In April 2019, scientists unveiled an astonishing portrait that used the dimensions of our entire planet as a massive telescope to peer deep into space. The subject was M87*—the first black hole ever to be directly imaged—which occupies the center of a galaxy located 55 million light years away.
The surreal picture, taken by the Event Horizon Telescope (EHT), was a major scientific breakthrough that attracted enthusiastic public interest. Now, scientists have demonstrated that this black hole wobbles in space and glitters in brightness over time.
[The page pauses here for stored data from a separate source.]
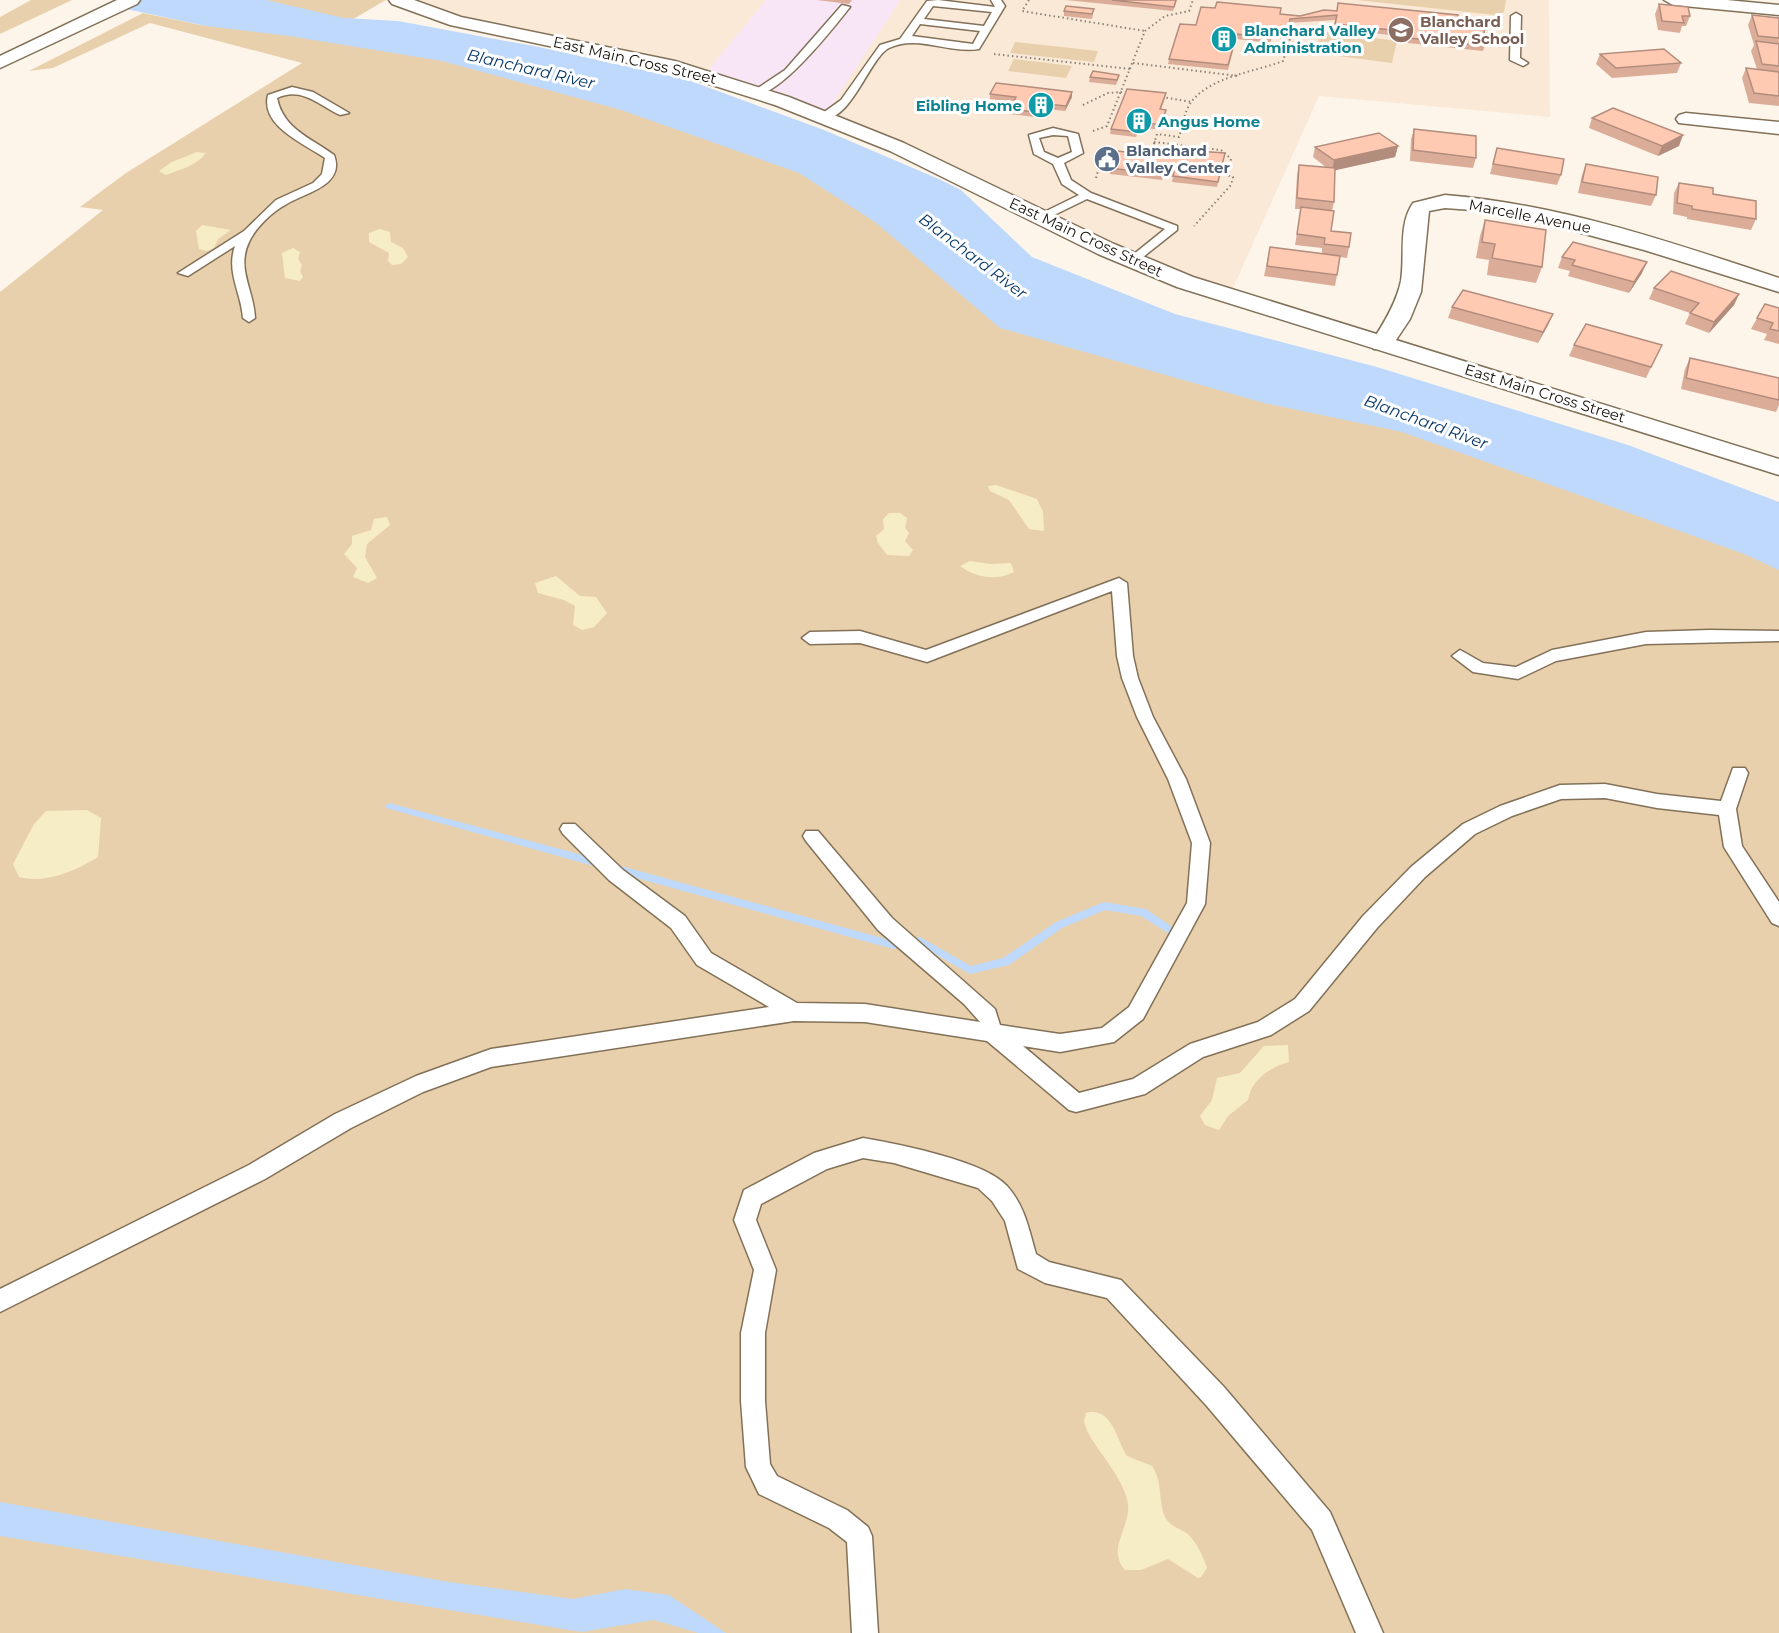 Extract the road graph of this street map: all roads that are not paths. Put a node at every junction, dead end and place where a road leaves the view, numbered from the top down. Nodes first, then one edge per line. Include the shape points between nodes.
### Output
1 (131, 0) edge
2 (398, 0) edge
3 (1673, 0) edge
4 (932, 2) edge
5 (997, 5) edge
6 (845, 7) dead end
7 (1779, 10) edge
8 (1516, 16) dead end
9 (918, 21) junction
10 (987, 29) junction
11 (905, 38) junction
12 (0, 63) edge
13 (1523, 63) dead end
14 (759, 93) junction
15 (344, 113) dead end
16 (824, 117) junction
17 (1686, 119) dead end
18 (1779, 128) edge
19 (1058, 162) junction
20 (1087, 195) junction
21 (1042, 217) junction
22 (247, 234) junction
23 (1133, 261) junction
24 (184, 273) dead end
25 (1779, 285) edge
26 (249, 318) dead end
27 (1382, 344) junction
28 (1779, 467) edge
29 (1779, 636) edge
30 (810, 638) dead end
31 (1460, 656) dead end
32 (1739, 774) dead end
33 (1727, 809) junction
34 (569, 830) dead end
35 (812, 836) dead end
36 (1779, 918) edge
37 (794, 1012) junction
38 (992, 1033) junction
39 (0, 1301) edge
40 (865, 1633) edge
41 (1370, 1633) edge

1 - 12 main road
2 - 14 main road, East Main Cross Street via 456,21 675,67
3 - 7 main road
4 - 5 lane
4 - 9 lane
5 - 10 lane
6 - 14 lane via 789,72
8 - 13 lane via 1515,60
9 - 10 lane
9 - 11 lane
10 - 11 lane via 976,47
11 - 16 lane via 883,47 844,102
14 - 16 main road, East Main Cross Street
15 - 22 lane via 309,91 288,90 272,97 277,118 294,136 330,157 332,168 317,187 282,201
16 - 21 main road, East Main Cross Street
17 - 18 main road
19 - 19 lane via 1039,154 1033,137 1061,130 1073,134 1078,150
19 - 20 lane via 1066,182
20 - 21 lane
20 - 23 lane via 1173,228
21 - 23 main road, East Main Cross Street
22 - 24 lane
22 - 26 lane via 235,268
23 - 27 main road, East Main Cross Street via 1229,297
25 - 27 main road, Marcelle Avenue via 1598,229 1500,208 1436,201 1420,207 1415,219 1410,289
27 - 28 main road, East Main Cross Street
29 - 31 lane via 1646,638 1552,656 1518,673 1479,668
30 - 38 lane via 860,637 927,656 1119,583 1130,678 1177,779 1201,843 1196,904 1136,1014 1107,1036 1060,1044
32 - 33 lane
33 - 36 lane via 1733,847
33 - 38 lane via 1605,791 1560,792 1506,811 1469,829 1418,872 1370,922 1302,1005 1264,1029 1197,1050 1138,1088 1076,1102
34 - 37 lane via 616,874 678,922 704,959
35 - 38 lane via 885,924 988,1015
37 - 38 lane via 865,1013
37 - 39 lane via 491,1058 416,1085 343,1121 257,1172
40 - 41 lane via 859,1536 838,1519 768,1485 758,1467 753,1333 765,1270 744,1220 752,1197 822,1160 863,1148 894,1153 985,1180 1015,1217 1026,1261 1045,1272 1113,1288 1215,1396 1322,1521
These dynamics could lead to new insights about this particular black hole, as well as the evolution of massive cosmic structures in general.
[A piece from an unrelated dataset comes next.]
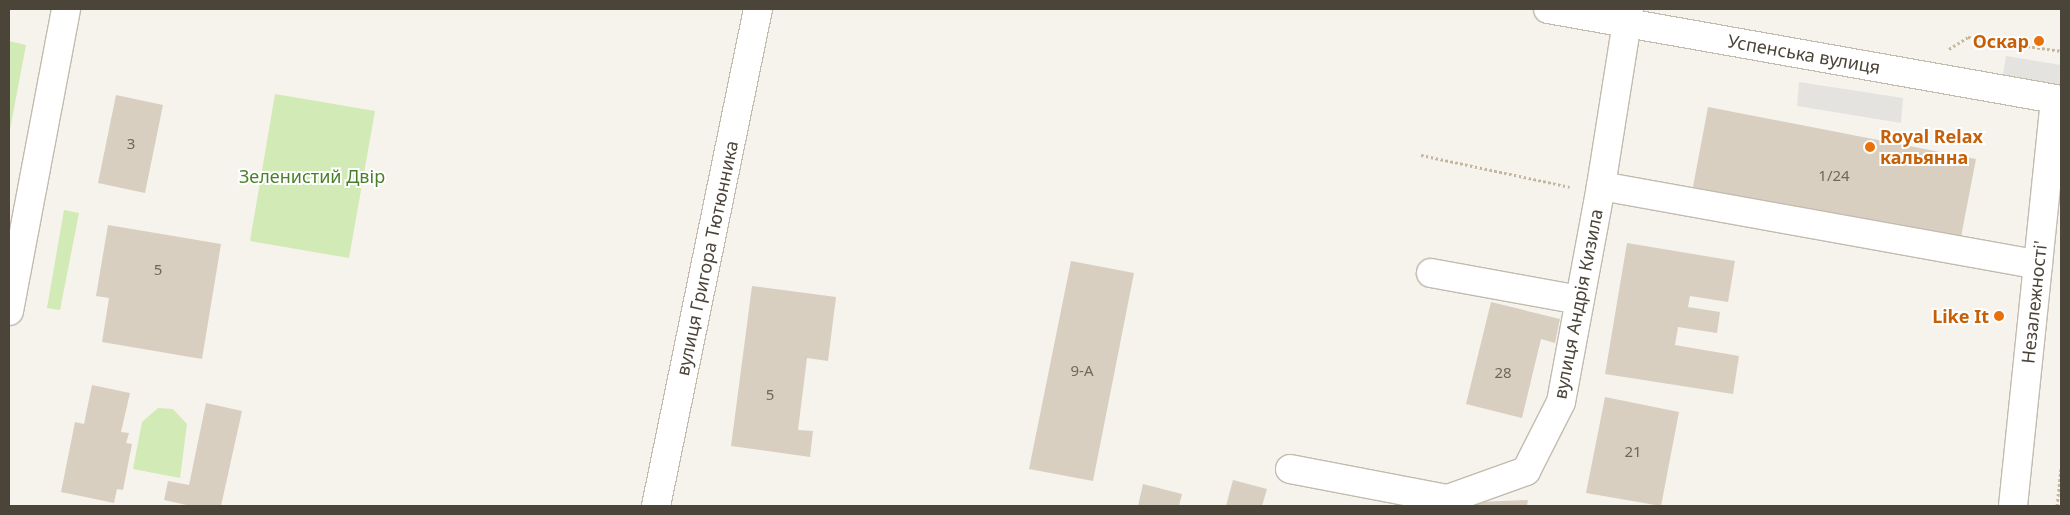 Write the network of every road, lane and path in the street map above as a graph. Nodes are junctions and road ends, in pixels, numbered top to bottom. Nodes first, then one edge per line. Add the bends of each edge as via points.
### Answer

To show how M87* changes over time, an international team led by Maciek Wielgus, a Black Hole Initiative postdoctoral fellow at Harvard University, reconstructed the behavior of the black hole using observations from radio telescopes between 2009 and 2017, according to a study published on Wednesday in The Astrophysical Journal.
“We want to understand the fundamental physics in the extreme conditions in the vicinity of a black hole and learn about how the black hole interacts with the matter in its environment,” Wielgus said in an email. “Studying the dynamics of the crescent-like appearance of a black hole is a way to probe this fascinating environment.”
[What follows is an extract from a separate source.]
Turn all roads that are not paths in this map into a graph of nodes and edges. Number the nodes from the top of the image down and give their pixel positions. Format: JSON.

With an estimated mass equal to about 6.5 billion Suns, M87* is a hulking giant that sits at the core of the supergiant galaxy Messier 87, where it feeds on stars, gas, or any other matter that gets too close to it.
The shadowy center of the EHT image reveals the border of the black hole, known as the event horizon, beyond which no light or matter can return. The bright orange structure is the illuminated disk of super-heated material that is falling into the black hole, in a process known as accretion. This ring appears to be brighter on the bottom because the material happens to be rotating toward the direction of Earth, which gives it a radiance boost due to the Doppler effect.
The famous black hole photo was composed from a few nights of observations in 2017, when the EHT had come to encompass eight telescopes around the globe. Wielgus and his team confirmed that there are hints of these basic structures in earlier EHT observations from 2009, 2011, 2012, and 2013. Though this older data is not detailed enough to generate images, the team was able to create geometric models and make simulated visuals of the black hole during those years.
These earlier datasets had been initially overlooked, because the EHT team was so focused on the high-quality measurements that led to the 2019 image of M87*. When Wielgus and his colleagues became aware of them, they realized they retrofit the older datasets with the complex details of the final image in order to create a rough visual history of the black hole.
“It was a bit of a surprise to see how much of an actual model-constraining power is there in the old data sets, when we analyze them with the recently developed powerful statistical tools,” said Wielgus. “So this work evolved from a simple consistency check into a project investigating how much exactly can these old data, analyzed together, tell us about the M87* and its variability.”
The resulting timelapse demonstrates that the position and brightness of the object is influenced by the extreme turbulence of the accretion disk, caused by tidal forces near the event horizon.
The wobbling, glittering dance of the black hole over time is mind-bending to watch, but it’s also a useful window into the hidden dynamics of these cosmic behemoths. The region near an event horizon is one of the strangest zones in the universe, and an ideal testbed for fundamental physics, such as Einstein’s theory of general relativity.
“The vicinity of a black hole is an extreme environment where magnetic fields, hydrodynamics, relativity and particle physics all come together into a tangled, complicated physical system,” said Wielgus. “The involved energies are huge, the gas swirls with velocities approaching the speed of light and heats up to billions of degrees. So it's really a fascinating laboratory, one we could never recreate here on Earth, for understanding fundamental physics.”
To that point, Wielgus and his colleagues found that the variations in the timelapse “are in broad agreement with predictions” from general relativity, according to the study. Future observations could shed more light on these fundamental questions about our universe, not to mention that they will give us an excuse to stare at the terrifying, beautiful, and otherworldly evolution of black holes.
“One big question is what is the spin of the M87*, how fast is it rotating, and what is the effect of this rotation on its environment, on the amount of matter and energy swallowed by the black hole, and ejected from the system or radiated away,” Wielgus said. “There is so much we don't understand yet!”